Open hkristof03 opened this issue 3 years ago • 1 comments

Thanks for the developers and for the community for the library and the excellent questions and answers.

According to this source, it is usually a good rule of thumb to specify the embedding dimension as the 4th square root of the number of unique categories. Let's say I have a user space with a cardinality of 400k. The cardinality of the item space is 25k. I would trivially expect that the former requires a larger number for the embedding dimension. If we apply the rule of thumb, the emedding dimension for the Query tower would be around 25, while for the Candidate tower it would be ~13. Let's say that we also add context features to the user and item embeddings, so suppose that the final vectors would be of size 40 and 25, respectively.

My questions is, how to compute the inner product between these vectors? Should I add 1-s to the shorter one, or is there any solution applied in this case?

Another question is related to the size of the embeddings. With the above mentioned cardinalities, the two embedding matrices would be of sizes of 400_000 x 25 and 25_000 x 13. Is there any practical solutions how to make the training faster, instead of trainng such a large embeddings? I was thinking about to split the user space in a stratified way and train different models for each of the user subsets.

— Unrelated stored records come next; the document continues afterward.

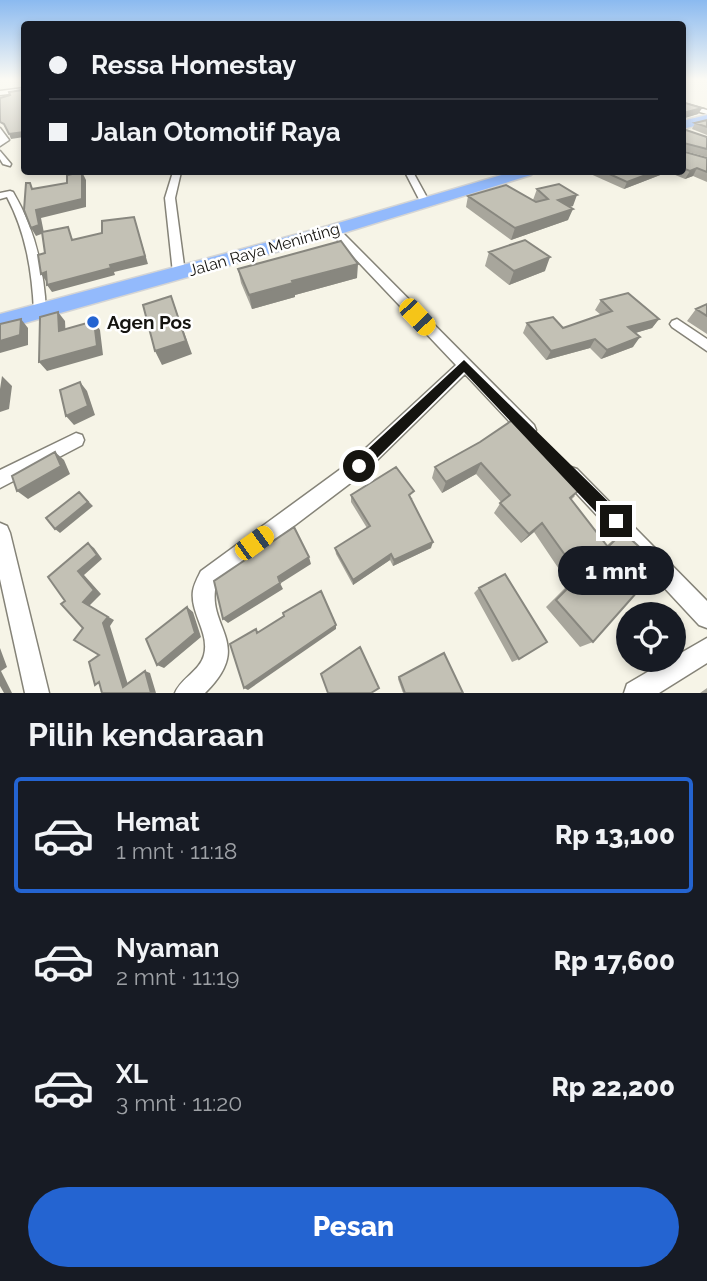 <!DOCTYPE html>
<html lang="id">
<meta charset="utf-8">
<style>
:root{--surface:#171b24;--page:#242831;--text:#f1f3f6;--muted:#9ea1a6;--line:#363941;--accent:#2464d1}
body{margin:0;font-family:Raleway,sans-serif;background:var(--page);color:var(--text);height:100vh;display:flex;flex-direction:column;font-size:26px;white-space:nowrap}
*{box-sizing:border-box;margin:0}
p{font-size:23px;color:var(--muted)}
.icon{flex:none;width:38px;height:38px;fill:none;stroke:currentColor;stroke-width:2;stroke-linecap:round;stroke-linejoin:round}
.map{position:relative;height:693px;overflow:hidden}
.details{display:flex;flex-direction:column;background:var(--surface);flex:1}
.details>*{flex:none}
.guide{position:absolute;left:21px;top:21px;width:665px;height:154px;border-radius:7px;box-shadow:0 4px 10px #0003;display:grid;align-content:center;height:154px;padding:0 28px;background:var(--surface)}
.tools{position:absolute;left:616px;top:602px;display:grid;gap:14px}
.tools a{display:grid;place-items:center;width:70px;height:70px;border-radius:50%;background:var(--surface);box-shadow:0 4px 10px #0003;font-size:35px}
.end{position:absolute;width:32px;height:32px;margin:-16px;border:9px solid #151410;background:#fff;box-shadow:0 0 0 4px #fff}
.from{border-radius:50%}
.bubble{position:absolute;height:49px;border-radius:24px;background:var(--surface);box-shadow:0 4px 10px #0003;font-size:23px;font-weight:800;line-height:49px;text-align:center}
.car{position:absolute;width:21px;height:42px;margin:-21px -10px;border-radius:9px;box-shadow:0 0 5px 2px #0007;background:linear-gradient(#f5c518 24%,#345 0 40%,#f5c518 0 76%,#345 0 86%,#f5c518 0)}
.guide b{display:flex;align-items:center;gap:24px;height:66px;font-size:26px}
.guide b+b{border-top:2px solid var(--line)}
.guide i{width:18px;height:18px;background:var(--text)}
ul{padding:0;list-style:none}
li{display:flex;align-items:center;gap:21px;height:116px;margin:0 14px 10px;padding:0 14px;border:4px solid transparent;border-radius:7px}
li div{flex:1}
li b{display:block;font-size:26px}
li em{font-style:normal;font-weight:800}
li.active{border-color:var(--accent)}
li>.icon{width:63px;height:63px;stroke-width:1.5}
h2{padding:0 28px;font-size:32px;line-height:84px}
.action{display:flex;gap:14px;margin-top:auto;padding:14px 28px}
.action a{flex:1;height:80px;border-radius:42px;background:var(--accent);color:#fff;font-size:28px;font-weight:800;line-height:80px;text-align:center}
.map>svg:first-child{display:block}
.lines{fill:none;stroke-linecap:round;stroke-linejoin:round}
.street-casing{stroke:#858378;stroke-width:3}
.highway-casing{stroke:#d5d5d4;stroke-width:3}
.street{fill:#fff;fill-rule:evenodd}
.highway{fill:#93bafc;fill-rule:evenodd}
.wall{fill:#a8a69c}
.shaded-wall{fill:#88877f}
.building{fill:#c3c1b5;stroke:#88877f;stroke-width:2}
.route{fill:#151410}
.poi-dot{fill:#2464d1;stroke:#fff;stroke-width:2.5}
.labels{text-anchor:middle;stroke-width:5;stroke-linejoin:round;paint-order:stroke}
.far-street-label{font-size:16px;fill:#151410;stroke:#fff}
.poi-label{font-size:19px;font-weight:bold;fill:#151410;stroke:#fff;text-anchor:start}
</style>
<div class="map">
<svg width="707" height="693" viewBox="0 0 707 693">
<rect width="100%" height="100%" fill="#f6f4e7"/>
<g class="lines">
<!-- street casing -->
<g class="street-casing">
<path id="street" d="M24,88V92L0,95V91Z
M682,103L707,110V114L682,107Z
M0,128L9,140L0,146Z
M0,151L11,164L10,166L3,164L0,159Z
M173,172H181L175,198L185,273L179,277L173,273L165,198Z
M405,172H413L430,203L428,205H422Z
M10,191L13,192C35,229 44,269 46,311L40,315L34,311C32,271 26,233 7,197L0,199V193Z
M334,227L338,228L534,425L536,430L534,435L528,437L522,435L465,374L365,472L216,585C206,628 255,644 205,693H175C181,678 200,671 204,655C210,633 190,613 193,591C194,584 198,577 201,571L353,460L456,365L330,232V228Z
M677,319L707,339V351L672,327L670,324L672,321Z
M76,433L82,435L84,440L82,445L0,488V470Z
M571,467L577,469L707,601V628L699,625L565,481L562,475L565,469Z
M0,523L7,526L10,533L49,693H25L0,579Z
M707,638V663L659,693H624L627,684L668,660H674V657Z"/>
</g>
<!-- highway casing -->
<g class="highway-casing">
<path id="highway" d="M707,115V123L682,129V121Z
M512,172H534L531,175L340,234L0,330V314L328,226Z"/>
</g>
<!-- street -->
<use href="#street" class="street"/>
<!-- highway -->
<use href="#highway" class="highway"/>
</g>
<!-- wall -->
<path class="wall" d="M682,98L685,103L702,108L698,114L683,118V129L707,137V157L685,151V152L707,158V182L693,176L685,179L668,172H682Z
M707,120V135L692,129L695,123Z
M586,172H668L624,189Z
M537,189L573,206L569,207L568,220L511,240L466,207L468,196L533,200Z
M489,252L545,271L509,285L485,266Z
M238,269L357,278L295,295V297L252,309L241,283Z
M601,300L659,319L652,328L635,333L633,347L601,359L590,348L546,360L523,333L527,323L563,328L601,315L595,310Z
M707,304V334L687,321L696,309Z
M480,442L575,496L571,500L606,546L623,532L593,642L580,647L546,607L569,584L534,532L521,543L494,513L501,502L476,474L442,493L432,478L435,467Z
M351,495L413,498L411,499L431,548L393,566L390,560L353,585L336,554L335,548L367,528L351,502Z
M479,588L519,659L512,662L474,593Z
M399,677L463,693H403L398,679Z
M707,688V693H700Z"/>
<!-- shaded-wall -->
<path class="shaded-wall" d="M702,108L698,114L682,119L683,113Z
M24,132V137L11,139L9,134Z
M697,168L693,176L685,179L690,171Z
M82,172L86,180V207L41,218L44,233L36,236L31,228L36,210Z
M654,172H668L624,189L627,182Z
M577,195L573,206L554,211L558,200Z
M573,209L568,220L511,240L515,228Z
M134,217L148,264L114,272L115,275L52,292L47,285L110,265Z
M550,257L545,271L509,285L514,271Z
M358,264L357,278L295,295V297L252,309L249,295L292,281Z
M46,272L51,280L46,281L41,274Z
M171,296L192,354L162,365L155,351Z
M58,312L65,321L66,341L59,331Z
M21,319L28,328V345L0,353V341Z
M659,319L652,328L622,337L628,327Z
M94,321L100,330L103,355L47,371L39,362Z
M640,337L633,347L601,359L607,350Z
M595,339L590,348L546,360L551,351Z
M2,376L12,386L9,409L0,412V389Z
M80,382L87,391L95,415L74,425L66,416Z
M55,452L64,460L70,474L28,499L17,491Z
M481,463L476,474L442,493L446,482Z
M79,492L93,506L60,533L55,529Z
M542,523L534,532L521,543L529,534Z
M433,542L431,548L393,566L394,560Z
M88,543L94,548L102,559L84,575L101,594L89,606L114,620L110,626L129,688L123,687L83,602L78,571Z
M391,554L390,560L353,585V580Z
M309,557L311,564L281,583L278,577Z
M280,583L283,589L228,623L223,619Z
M187,607L193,612L201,637L164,668L157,665Z
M336,625V629L248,690L244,688Z
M0,648L7,667L1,671L12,693H4L0,686Z
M145,671L150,673L156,693H151Z"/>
<!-- building -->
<path class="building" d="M24,88V132L9,134L4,124L0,122V98L10,95L9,92L22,90Z
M682,98L685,103L702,108L683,113V129L707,137V149L684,143L685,152L707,158V172L697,168L690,171L682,168Z
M707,120V127L695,123Z
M82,172V199L36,210L39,225L31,228L24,210L26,183H30L32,189L67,183V175Z
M605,172H654L627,182Z
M559,184L577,195L558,200L573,209L515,228L468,196L506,185L536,202L548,199L537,189Z
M134,217L145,256L110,265L111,268L47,285L46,272L41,274L38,255L45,253L42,232L68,227L72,240L102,233V221Z
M525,240L550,257L514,271L489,252Z
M341,241L358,264L292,281L293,283L249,295L238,269Z
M628,293L659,319L628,327L640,337L607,350L595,339L551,351L527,323L553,317L563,328L612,311L601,300Z
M171,296L186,341L155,351L143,305Z
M707,304V316L696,309Z
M58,312L59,331L94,321L97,346L39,362L40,317Z
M21,319L20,335L0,341V324Z
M80,382L88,406L66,416L60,390Z
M517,417L584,486L570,498L608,547L623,532L660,566L593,642L556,600L580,576L542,523L529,534L500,503L510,495L481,463L446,482L435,467L480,442Z
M55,452L61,466L17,491L12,476Z
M396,467L414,491L409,495L433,542L394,560L391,554L353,580L335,548L370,526L351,495Z
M79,492L88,502L55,529L46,518Z
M294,527L309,557L278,577L280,583L223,619L214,581Z
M88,543L97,555L78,571L94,590L83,602L108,617L103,623L123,687L145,671L151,693H102L99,682L95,685L89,662L99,655L74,640L83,628L61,604L65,601L48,577Z
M505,574L547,642L519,659L479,588Z
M321,591L336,625L244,688L230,644L256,629L257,633L284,616L283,613Z
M187,607L195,633L157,665L146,639Z
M360,647L379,688L371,693H328L321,674Z
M444,653L463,693H405L399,677Z"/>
<!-- sky -->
<linearGradient id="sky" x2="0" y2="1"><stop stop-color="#8bbaf0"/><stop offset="0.45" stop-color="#fbfaf4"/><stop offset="1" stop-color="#fbfaf4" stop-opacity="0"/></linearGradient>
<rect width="707" height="176" fill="url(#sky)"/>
<!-- route -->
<path class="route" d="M464,360L622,515L624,521L622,527L616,529L610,527L464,372L364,471H354L352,466L354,462Z"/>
<!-- markers -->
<circle class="poi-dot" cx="93" cy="322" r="7"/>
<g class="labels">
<!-- far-street labels -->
<g class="far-street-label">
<text transform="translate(264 249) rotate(-16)" y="6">Jalan Raya Meninting</text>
</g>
<!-- poi labels -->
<g class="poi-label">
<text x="107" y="329">Agen Pos</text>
</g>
</g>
</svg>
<div class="tools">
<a><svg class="icon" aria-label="locate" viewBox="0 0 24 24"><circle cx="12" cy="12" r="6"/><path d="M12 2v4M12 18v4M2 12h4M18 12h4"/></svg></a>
</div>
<i class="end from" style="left:359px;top:466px"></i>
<i class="end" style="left:616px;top:521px"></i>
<div class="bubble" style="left:558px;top:546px;width:116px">1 mnt</div>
<i class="car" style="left:417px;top:317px;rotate:137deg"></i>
<i class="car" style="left:254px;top:543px;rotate:54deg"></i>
<div class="guide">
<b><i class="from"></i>Ressa Homestay</b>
<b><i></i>Jalan Otomotif Raya</b>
</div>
</div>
<section class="details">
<h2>Pilih kendaraan</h2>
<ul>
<li class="active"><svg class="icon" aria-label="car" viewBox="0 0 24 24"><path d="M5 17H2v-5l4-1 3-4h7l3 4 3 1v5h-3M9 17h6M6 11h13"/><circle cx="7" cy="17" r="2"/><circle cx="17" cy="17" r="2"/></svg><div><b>Hemat</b><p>1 mnt · 11:18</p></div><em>Rp 13,100</em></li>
<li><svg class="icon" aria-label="car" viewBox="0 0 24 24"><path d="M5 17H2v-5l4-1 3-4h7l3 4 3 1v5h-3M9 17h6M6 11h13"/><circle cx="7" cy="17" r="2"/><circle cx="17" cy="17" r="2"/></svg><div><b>Nyaman</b><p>2 mnt · 11:19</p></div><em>Rp 17,600</em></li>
<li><svg class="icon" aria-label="car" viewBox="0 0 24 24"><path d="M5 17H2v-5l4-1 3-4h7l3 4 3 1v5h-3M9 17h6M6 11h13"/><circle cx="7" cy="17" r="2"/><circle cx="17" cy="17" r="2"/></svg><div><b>XL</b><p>3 mnt · 11:20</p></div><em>Rp 22,200</em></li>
</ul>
<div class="action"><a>Pesan</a></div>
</section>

Also, because the item space is much smaller than the user space, the concerns described in #279 could be much relevant for this use-case, as the user-item interactions are not so sparse here, as in the case of youtube user-item interactions, for example.

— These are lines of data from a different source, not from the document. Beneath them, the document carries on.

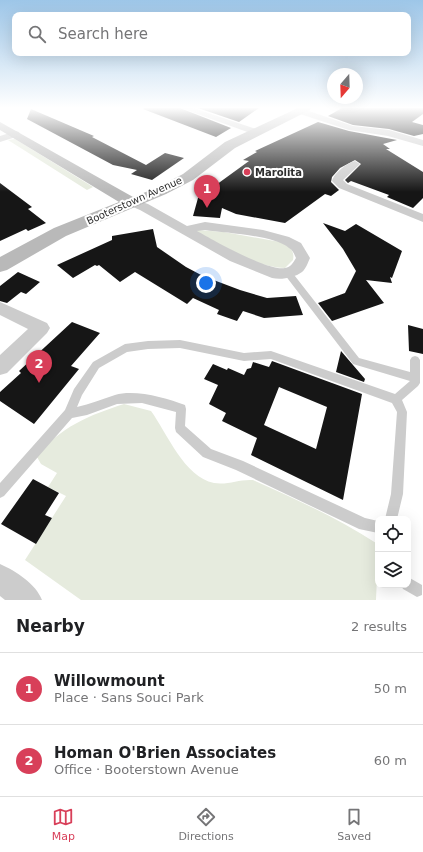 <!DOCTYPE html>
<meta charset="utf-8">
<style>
body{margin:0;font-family:"DejaVu Sans",sans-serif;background:#f6f6f6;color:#202124}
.controls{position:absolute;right:12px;bottom:12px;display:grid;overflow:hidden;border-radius:8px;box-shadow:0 4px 16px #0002}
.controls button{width:36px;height:36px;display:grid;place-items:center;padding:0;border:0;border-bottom:1px solid #e0e0e0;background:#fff;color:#202124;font:20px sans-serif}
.compass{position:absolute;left:327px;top:68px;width:36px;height:36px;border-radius:50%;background:#fff;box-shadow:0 4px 16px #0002;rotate:199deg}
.you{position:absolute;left:206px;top:283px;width:14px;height:14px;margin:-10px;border:3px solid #fff;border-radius:50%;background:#1a73e8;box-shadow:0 0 0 6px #1a73e833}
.badge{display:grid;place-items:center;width:26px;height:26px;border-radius:50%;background:#d83f59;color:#fff;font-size:13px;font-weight:700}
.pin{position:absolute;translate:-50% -33px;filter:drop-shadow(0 1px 2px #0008)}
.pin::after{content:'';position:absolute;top:21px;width:14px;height:12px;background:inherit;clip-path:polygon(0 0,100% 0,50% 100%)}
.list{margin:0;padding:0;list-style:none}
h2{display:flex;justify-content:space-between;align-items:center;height:52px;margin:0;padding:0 16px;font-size:17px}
h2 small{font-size:13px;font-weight:400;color:#757577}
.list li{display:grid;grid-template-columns:26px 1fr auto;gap:12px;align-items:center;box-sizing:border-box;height:72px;padding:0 16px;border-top:1px solid #e0e0e0}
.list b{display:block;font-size:15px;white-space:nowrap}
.list p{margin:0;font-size:13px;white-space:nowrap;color:#757577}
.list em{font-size:13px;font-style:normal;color:#757577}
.icon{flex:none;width:22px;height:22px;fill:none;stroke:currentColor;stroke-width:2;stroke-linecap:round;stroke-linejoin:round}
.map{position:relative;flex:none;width:423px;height:600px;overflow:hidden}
.search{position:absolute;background:#fff;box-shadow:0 4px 16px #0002;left:12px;right:12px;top:12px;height:44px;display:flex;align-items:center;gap:10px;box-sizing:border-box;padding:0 14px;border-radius:8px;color:#757577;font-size:15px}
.sheet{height:196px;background:#fff}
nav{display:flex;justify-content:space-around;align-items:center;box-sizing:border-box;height:56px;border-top:1px solid #e0e0e0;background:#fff;font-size:11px;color:#757577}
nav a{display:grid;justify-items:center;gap:2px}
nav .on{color:#d83f59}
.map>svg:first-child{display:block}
.green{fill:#e6ebde}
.building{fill:#161616;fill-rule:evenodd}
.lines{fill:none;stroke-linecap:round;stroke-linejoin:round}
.lane{fill:#ccc;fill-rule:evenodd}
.street{fill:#ccc;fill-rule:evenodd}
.secondary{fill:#b9b9b9;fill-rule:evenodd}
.poi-dot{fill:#d83f59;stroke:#fff;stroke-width:1.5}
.labels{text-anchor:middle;stroke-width:4;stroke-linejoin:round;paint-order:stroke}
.far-poi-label{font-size:10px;font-weight:bold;fill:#2f2f2f;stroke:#fff;text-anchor:start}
.far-street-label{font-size:10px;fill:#2f2f2f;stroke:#fff}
</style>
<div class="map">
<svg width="423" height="600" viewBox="0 0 423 600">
<rect width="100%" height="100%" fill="#fff"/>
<path class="green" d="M15,139l78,48 -6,3 -79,-50z
M198,230l26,2 56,10c9,4 15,8 13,18l-8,8c-29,0 -64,-23 -89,-35z
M124,404l27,7c16,22 33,66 63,72 15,2 25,-4 39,-3 43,19 84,38 123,63l2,9 -2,48h-295l-56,-40 41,-64 -18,-9 9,-14 -16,-9 -4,-7c22,-30 53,-42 87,-53z"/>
<path class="building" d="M144,108h36l51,20 -15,9 -73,-28z
M198,108h61l-20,14z
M342,108h81v6l-11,8 11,3v9l-9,2 -25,-7 -36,-4 -25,-9z
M31,109l63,27 -2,1 54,28 19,-12 19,5 -32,22 -21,-6 6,-4 -24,-5 -86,-46z
M318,122l31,9 48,9 -14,4 7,5h-4l37,23v26l-10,10 -26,-11 2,-2 -38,-14 -3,2 -3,-3 16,-16 -6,-4 -15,8 -8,9 -1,5 8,8 -8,6 -6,-2 -40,29 -49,-9 -14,-6 -2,10 -27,-2 5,-18 51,-37 -6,-1 14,-8 -2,-1z
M0,183l32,24 -4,2 18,14 -18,8 -2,-2 -26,12z
M323,223l22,8 11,-7 46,27 -10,27 -2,-1 2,6 -26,-3 18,23 -52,18 -14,-18 27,-10 11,-22 -13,-22z
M153,229l4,18 29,20 17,9 37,14 27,8 29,-2 7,19 -39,3 -21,-7 -6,10 -20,-7 2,-4 -26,-12 -6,6 -52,-32 -15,10 -21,-17 -2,1 -2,-1 -22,13 -16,-13 55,-25v-4z
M18,272l22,10 -14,12 -5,-2 -14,11 -7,-2v-15z
M72,322l28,11 -29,33 8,3 -45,55 -34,-23v-9l21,-19 -2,-2z
M408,325l15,4v25l-14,-3z
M341,351l24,28 -1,3 -28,-10z
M272,361l90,33 -19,106 -92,-45 6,-17 -35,-17 4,-8 -17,-9 9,-19 -14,-6 9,-15 14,6 1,-2 16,7 3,-6 4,-1 2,-6 16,5zM279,387l48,20 -11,42 -52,-24z
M33,479l26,14 -14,22 7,3 -16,26 -35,-20z"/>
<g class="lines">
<path class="lane" d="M288,270l3,1 68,87 51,14v-12l2,-3 3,-1 3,1 2,3v23l-2,3 -16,14 5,12 -4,82 -6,25h-12l6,-25 6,-82 -5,-9 -121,-44 -27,2 -64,-13 -32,1 -21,3 -28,16 -17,27 -5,12c13,-3 25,-8 38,-12 20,-6 51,3 70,10l1,4 -1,17 26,23 32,12 122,57 13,3v12l-19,-4 -123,-59 -33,-13 -27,-25 -1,-4 1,-16 -34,-9 -25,1 -30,11 -15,3 -68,78 -4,2v-15l65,-73 9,-21 19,-27 32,-18 23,-3 32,-1 64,13 27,-2 124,43 15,-13 -57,-17 -68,-89 -1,-2z
M408,577l14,8v10l-5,2 -14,-8 -2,-4h7z"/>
<path class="street" d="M181,108h12l66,22 1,2 -4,3 -3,-1z
M297,109h6l50,17 36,4 34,10v6l-35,-10 -39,-6 -52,-17z
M16,131l3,1 1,2 -1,2 -19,6v-6z
M355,161l5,3 -17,16 4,4 76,30v8l-84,-34 -7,-7c2,-8 15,-18 23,-20z
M130,198l18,6 39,22 18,-4 58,8 26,7 12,6 9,15c-2,4 -4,11 -8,14 -8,6 -21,8 -30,6l-42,-17 -90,-51 -14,-6 -2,-2 2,-2zM205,230c20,3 69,5 84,18 4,2 5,6 7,10 -3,5 -5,9 -11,10 -16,4 -72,-28 -88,-37z
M0,302l47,21 3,5 -3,5 -40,40 -7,2v-20l28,-26 -28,-14z
M0,564c16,7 36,20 42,36h-37l-5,-4z"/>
<path class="secondary" d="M298,108h13l-1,2 -75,38 -42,32 -27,14 -100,42 -59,34 -7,2v-15l54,-29 65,-26 -119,-72v-8l133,75 23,-9 27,-14 42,-32z"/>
</g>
<linearGradient id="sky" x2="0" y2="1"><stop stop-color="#9dc6e8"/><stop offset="0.56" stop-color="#fff"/><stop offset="1" stop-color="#fff" stop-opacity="0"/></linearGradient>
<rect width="423" height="192" fill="url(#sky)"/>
<circle class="poi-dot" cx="247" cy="172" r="4"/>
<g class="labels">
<g class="far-poi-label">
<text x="255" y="176">Marolita</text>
</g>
<g class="far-street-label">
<text transform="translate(134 200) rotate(-24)" y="4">Booterstown Avenue</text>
</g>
</g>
</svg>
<div class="controls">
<button><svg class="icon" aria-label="locate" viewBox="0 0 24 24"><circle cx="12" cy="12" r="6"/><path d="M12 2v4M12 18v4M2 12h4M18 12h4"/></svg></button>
<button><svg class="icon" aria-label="layers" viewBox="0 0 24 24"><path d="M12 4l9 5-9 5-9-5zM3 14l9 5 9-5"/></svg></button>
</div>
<svg class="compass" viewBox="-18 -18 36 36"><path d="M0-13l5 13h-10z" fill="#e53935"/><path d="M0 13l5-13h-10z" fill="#757577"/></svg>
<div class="you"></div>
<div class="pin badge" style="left:207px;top:208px">1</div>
<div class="pin badge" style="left:39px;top:383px">2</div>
<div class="search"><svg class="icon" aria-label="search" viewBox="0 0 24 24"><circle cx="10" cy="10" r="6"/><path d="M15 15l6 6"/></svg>Search here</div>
</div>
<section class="sheet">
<h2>Nearby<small>2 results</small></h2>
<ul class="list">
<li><span class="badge">1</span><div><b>Willowmount</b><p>Place · Sans Souci Park</p></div><em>50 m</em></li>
<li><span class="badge">2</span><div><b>Homan O'Brien Associates</b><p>Office · Booterstown Avenue</p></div><em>60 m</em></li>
</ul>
</section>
<nav>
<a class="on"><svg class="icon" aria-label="map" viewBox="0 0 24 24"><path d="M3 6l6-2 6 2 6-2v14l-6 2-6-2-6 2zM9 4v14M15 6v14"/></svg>Map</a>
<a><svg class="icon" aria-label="directions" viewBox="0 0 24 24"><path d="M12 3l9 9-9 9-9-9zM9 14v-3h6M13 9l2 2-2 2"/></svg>Directions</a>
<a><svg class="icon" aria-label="saved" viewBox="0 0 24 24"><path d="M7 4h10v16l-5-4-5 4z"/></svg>Saved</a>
</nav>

hkristof03 avatar Jun 14 '22 12:06 hkristof03

Hi @hkristof03 :wave: In the end, your query and candidate embeddings need to be the same size. People often achieve this with dense layer(s) after your feature embeddings. However, if your only input is the user id, then you should just set your user and item embeddings matrices to the same dimensionality. You would then hyper-parameter tune to find the optimal dimensionality.

To your second question, an embedding matrix of 400K is not particularly large and training on subsets is not a good idea. It will reduce the ability for your model to learn from the collective behaviour of all users. One thing you can try, is to embed each user based on the average vector of their previous positive item interactions, rather than by using their user id. In this case you have a single embedding matrix of (25000, d) that is used by both your query and candidate tower.

I wouldn't worry too much about the problem not being sparse enough at this stage. Even if the average number of positive interactions per user is 200, then sparsity of the problem is 99.2%.